“Words of Encouragement and Respect” (A statement in support of the Sisters’ Camelot Canvass Workers from Fellow Worker Marie Mason)

March 11, 2013

I know that you don’t know me personally, but we are family in the sense that we are part of a broad and wonderfully diverse movement to improve the conditions we find ourselves in and to make the necessary changes in ourselves and in public policy to change this world for the better. Because we are family, I am sending my love and encouragement, my respect and best wishes to you all.

In the course of my organizing on the outside, there were several times when the needs of the workers and the concerns of environmentalists and peace activists seemed to be at odds. Not always, not every time, but at least a few times we were able to find a way to respect the integrity and dignity or the working folks involved in the dispute and the altruistic vision of the folks who were attempting to preserve this planet. It is possible to do, has been done and can be done in this instance, I am sure.

A long time ago, I had a conversation at an environmental conference with the president of the Oil, Chemical and Atomic workers union. He’d been invited by Greenpeace as a representative, but felt unsure of whether a genuine coalition was being built there. He stated that the major impediment to workers joining forces with community members when there were chemical accidents or nuclear hazards detected – was that the workers felt that by and large, their needs would be abandoned when it came down to the wire. If the environmentalists/peace activists were able to close the factory or shut down the workplace, then they would leave the rest of the fight to the workers alone to solve what would happen to them. We shook hands and I promised to always see these issues not just as an environmental justice activist, but also as a worker in solidarity with other workers. Because, of course, I was always a worker as much as an activist.

Another instance when it was possible to build an alliance, and the opportunity was lost – was when Greenpeace actively broke a union organizing drive. I was mostly familiar with the Canadian folks. The campaigners were working with us on an incinerator issue in Detroit. Several of the good folks who were risking their lives doing actions to raise the media awareness of the waste and toxic issues associated with that world’s largest incinerator – were fired during the campaign for trying to be represented by the IWW. Campaigners were regularly told they could not take scheduled vacation or be given minimal medical insurance, and that they should dust be happy to be able to get a little pay and do the social justice work they wanted to do. They were told this by a board of directors who were and still are mostly wealthy white men. But the damage of treating the folks who fight so hard for all of us so poorly is terrible. We lose talent, we lose energy, we lose commitment and focus – as wonderful young people (and older folks who do not need to make enough to support families) are burned out routinely, used up as an exploited resource.

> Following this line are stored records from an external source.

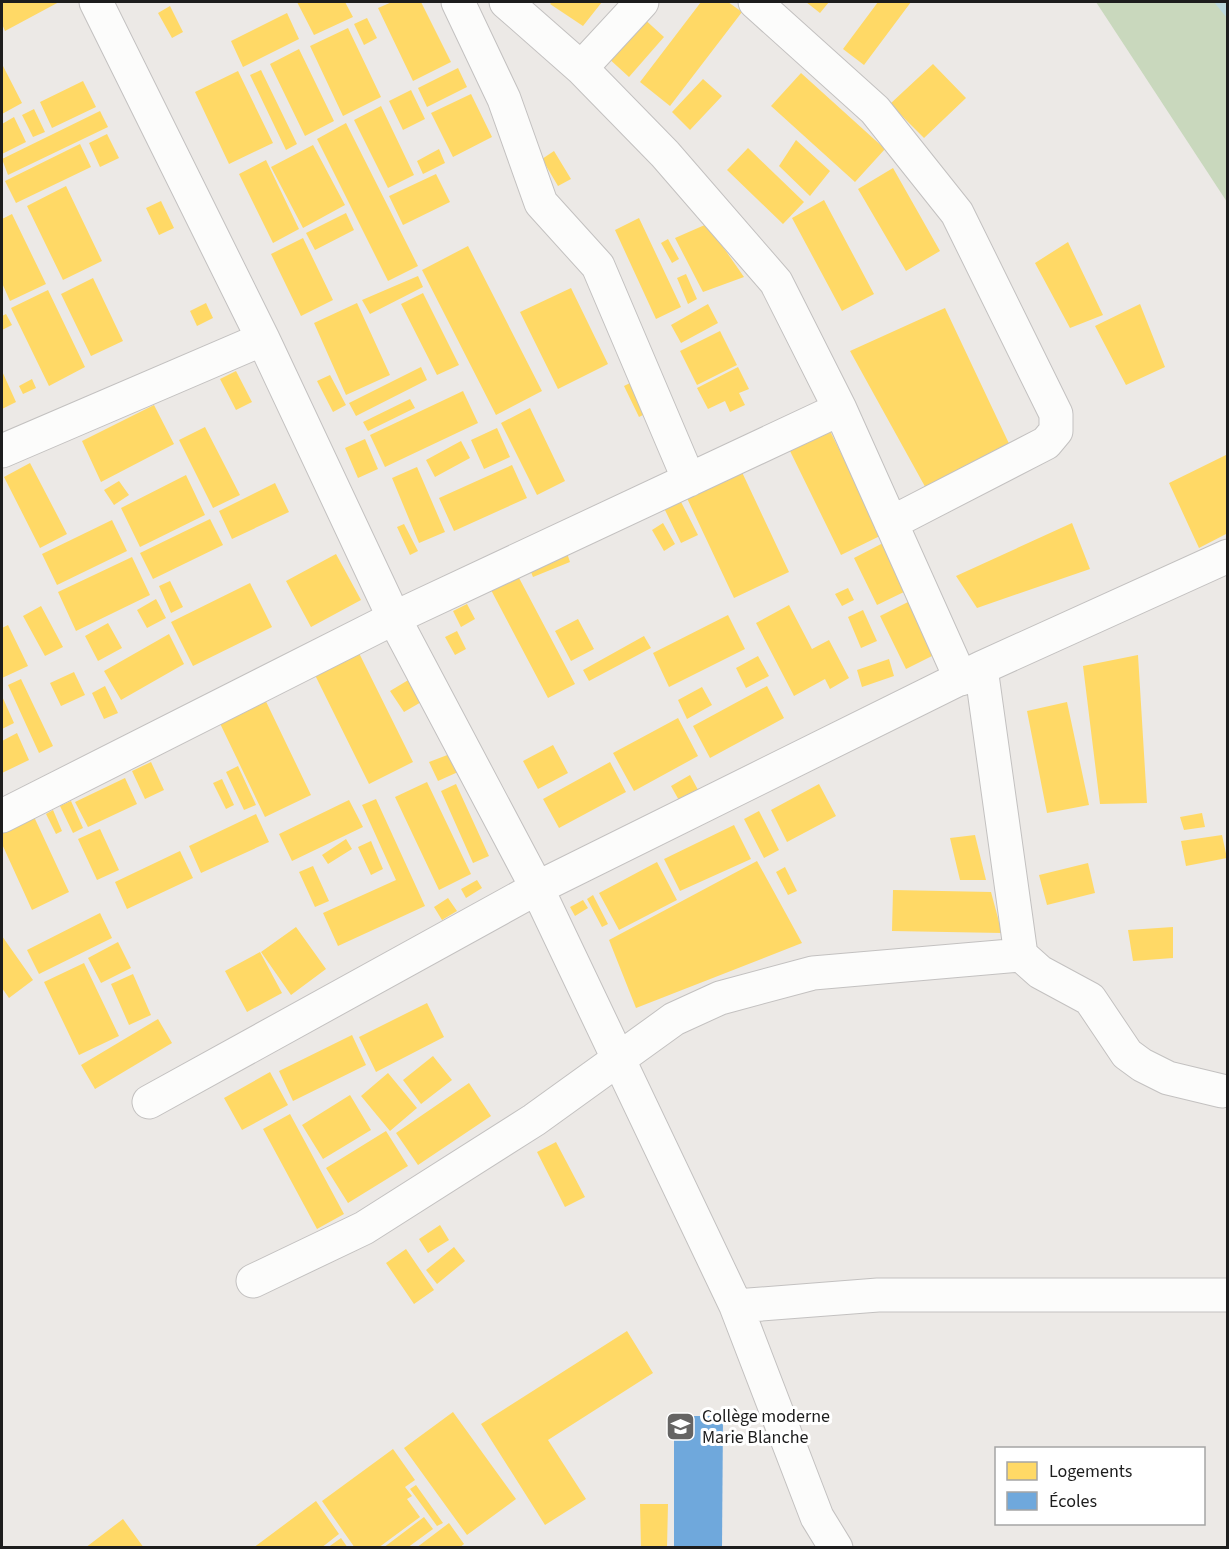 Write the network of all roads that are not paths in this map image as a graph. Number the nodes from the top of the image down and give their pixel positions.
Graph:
1 (96, 2) edge
2 (458, 2) edge
3 (506, 2) edge
4 (642, 2) edge
5 (755, 2) edge
6 (581, 68) junction
7 (263, 339) junction
8 (840, 409) junction
9 (2, 451) edge
10 (689, 480) junction
11 (891, 524) junction
12 (1227, 556) edge
13 (394, 618) junction
14 (971, 673) junction
15 (2, 816) edge
16 (537, 888) junction
17 (1021, 955) junction
18 (617, 1059) junction
19 (1222, 1091) dead end
20 (149, 1102) dead end
21 (253, 1281) dead end
22 (1227, 1295) edge
23 (736, 1306) junction
24 (836, 1548) edge

1 - 7 street
2 - 10 street
3 - 6 street
4 - 6 street
5 - 11 street
6 - 8 street
7 - 9 street
7 - 13 street
8 - 10 street
8 - 11 street
10 - 13 street
11 - 14 street
12 - 14 street
13 - 15 street
13 - 16 street
14 - 16 street
14 - 17 street
16 - 18 street
16 - 20 street
17 - 18 street
17 - 19 street
18 - 21 street
18 - 23 street
22 - 23 street
23 - 24 street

This is not a respectful way to treat such good people who give so much of themselves to all of us. This can hardly be the world that we envision or want to create. While it is only reality that there will never be as many resources devoted to protecting the world as there are to destroying it, at least not under this current economic system – surely there is enough to share honorably and fairly with those who make that protection possible, those who help support all the wonderful volunteer work that transitions in and out of the movement as they have time and resources to donate.

The ends does not justify the means, as it has often been said. We cannot create a just and fair world by running roughshod over those who are fighting with us. Please consider what appear to be two sides of an issue to be actually two sides of the same coin. We have to build sustainable movements of resistance to create positive, long-lasting change. This means respecting each other, not using each other. I hope so very much that you will consider each other, as I do – as family. Please talk this through. I have the greatest faith in your capacity to be good to one another.